March 20, 2014 (ADJUMANI) – Officials from office of the Ugandan prime minister have admitted that there are tensions between some South Sudanese refugees and residents living near the settlements over access to resources.
- Ugandan police have been deployed to watch the movement of refugees in refugee camps in Uganda, 19 March 2014 (ST)
The South Sudanese, who have been displaced by the three-month-old conflict in world’s youngest nation, are trying to work to come to an agreement over issues such as chopping down trees fire wood.
Adjumani refugee camp, which accommodates 50,000 refugees, is the largest in the Uganda, followed by Rhino camp in West Nile (12,000) and Kiryandongo (8,000).
Titus Jogo, a protection officer base in Adjumani District says, they are working to encourage refugees and local communities to respect law and order.
He says they have formed district security committees which have been moving around talking to both sides to ensure and issues are resolved peacefully.
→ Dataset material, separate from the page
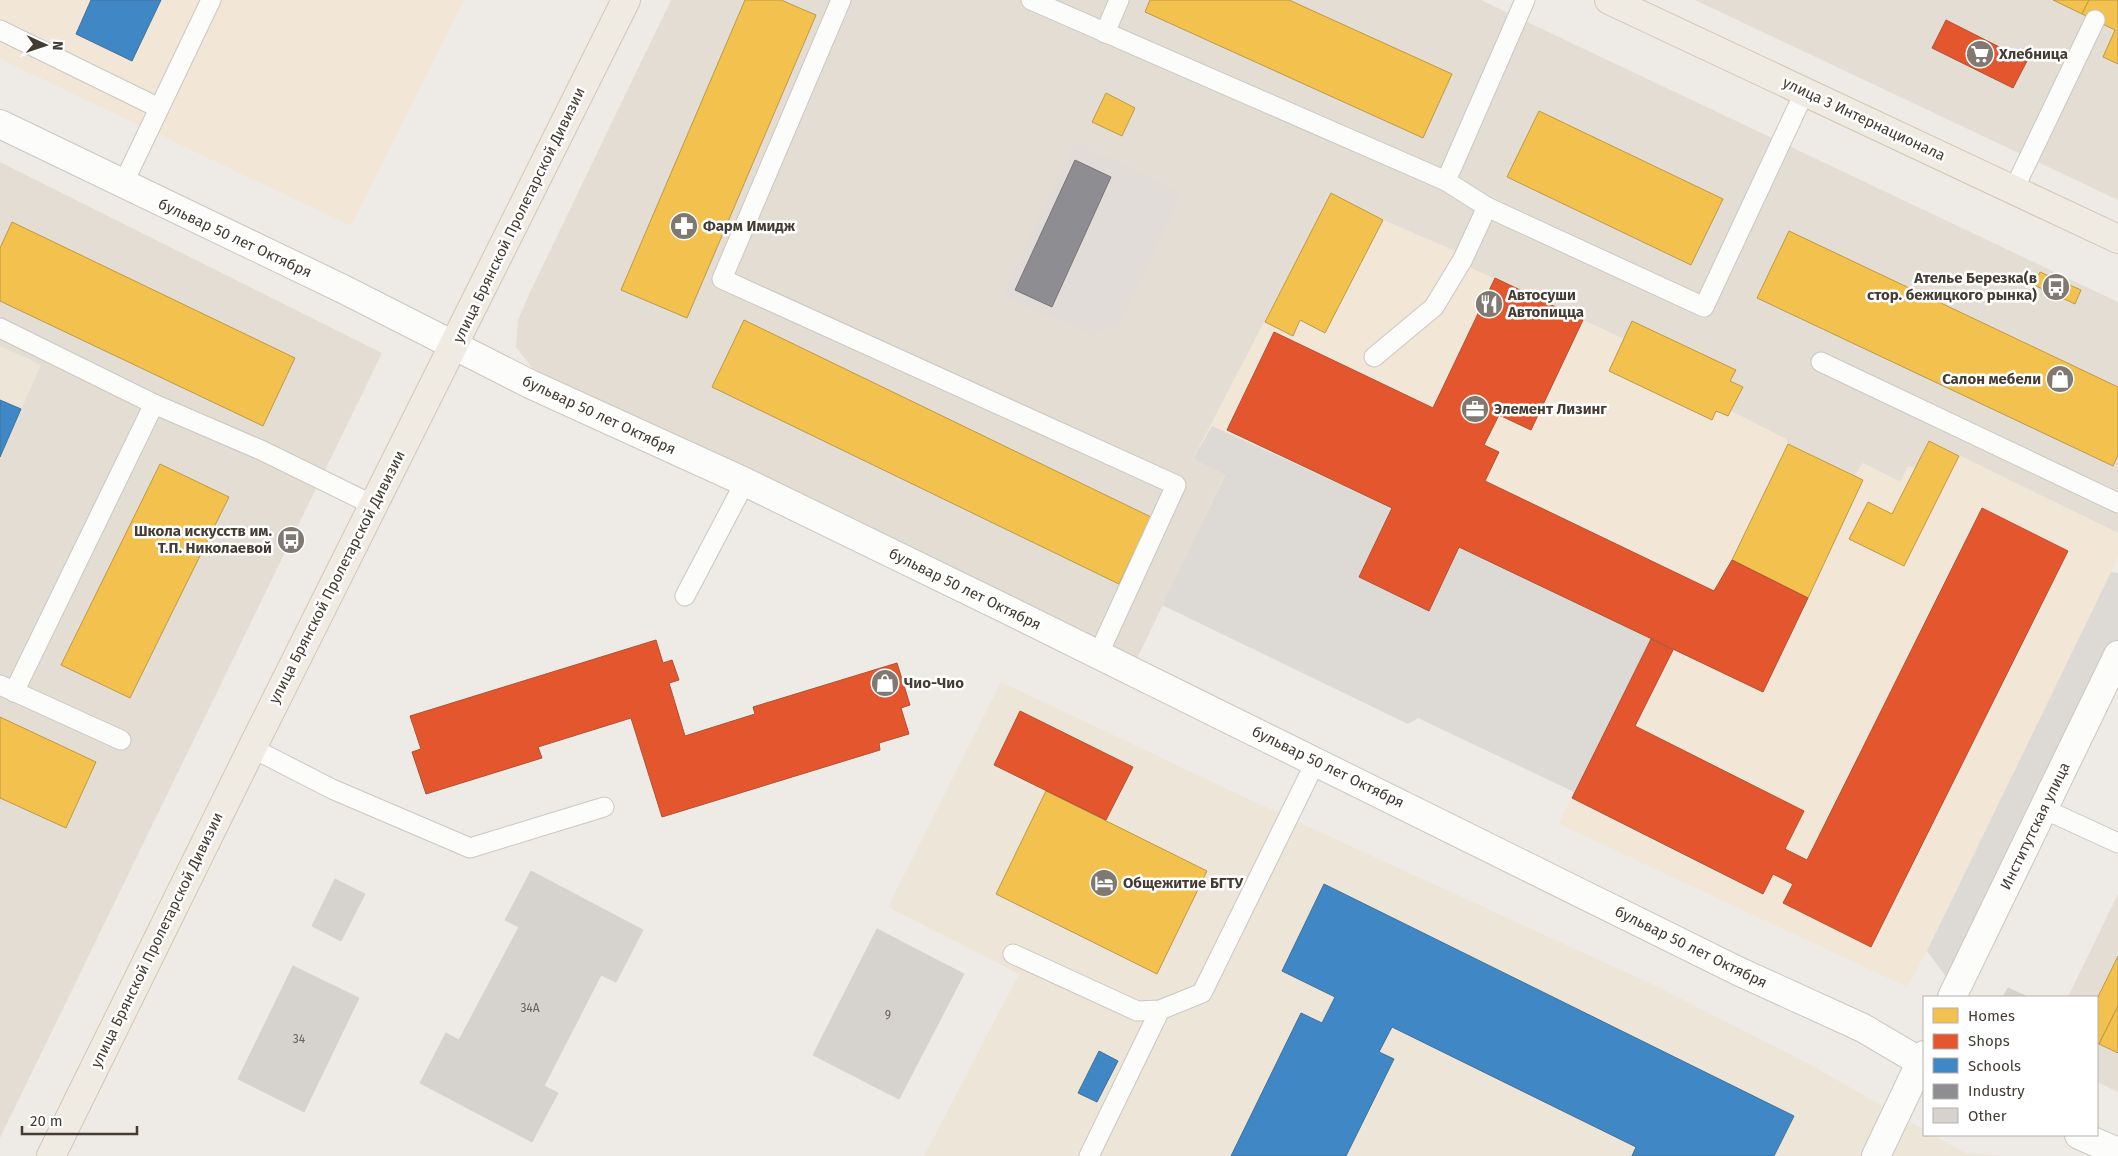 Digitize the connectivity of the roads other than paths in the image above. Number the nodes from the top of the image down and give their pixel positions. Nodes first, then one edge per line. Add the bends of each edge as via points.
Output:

“We have also sent a technical team from the District which is also going to begin visiting the settlement with effect from this Friday talking about the need for peaceful [co]existence and this can only be generated through sharing the available resources that are on the ground,” added the OPM officer.
William Mabior Deng is a chairperson of Ayilo Refugees camp told Sudan Tribune on Thursday that a few clashes erupted between refugees and the host communities over cutting down trees. He says his communities had fears over repeated cruelty shown by local people.
“They interfere by threatening some ladies even young men when they go to cut some trees but not in most cases,” he said.
He said that on Wednesday a refugee called Bol Garang Chok was assaulted and beaten but that the refugees talked to the local community “so that they will not repeat” it, added Deng.
Speaking to Sudan Tribune on Thursday, Ilegu Andria, a local resident from Pakele, accused some refugees of violating host communities’ instructions against environmental destruction. He said several warnings had been issued but refugees continued to cut down planted forest.
He says some communities ending up assaulting them due of disregard of the instructions.
Andria says his communities welcomes refugees for resettlement but argued that they should show respect in order for their to be peaceful relations.
Protection officer Jogo said that the land offered by local Ugandans should be cherished by the South Sudanese refugees, pointing out that it was the community and not the government that had provided the land for resettlement.
He said they are also working with development partners to improve the refugee camp by projects such as building bore holes so that the South Sudanese are not as dependent on the Ugandan community.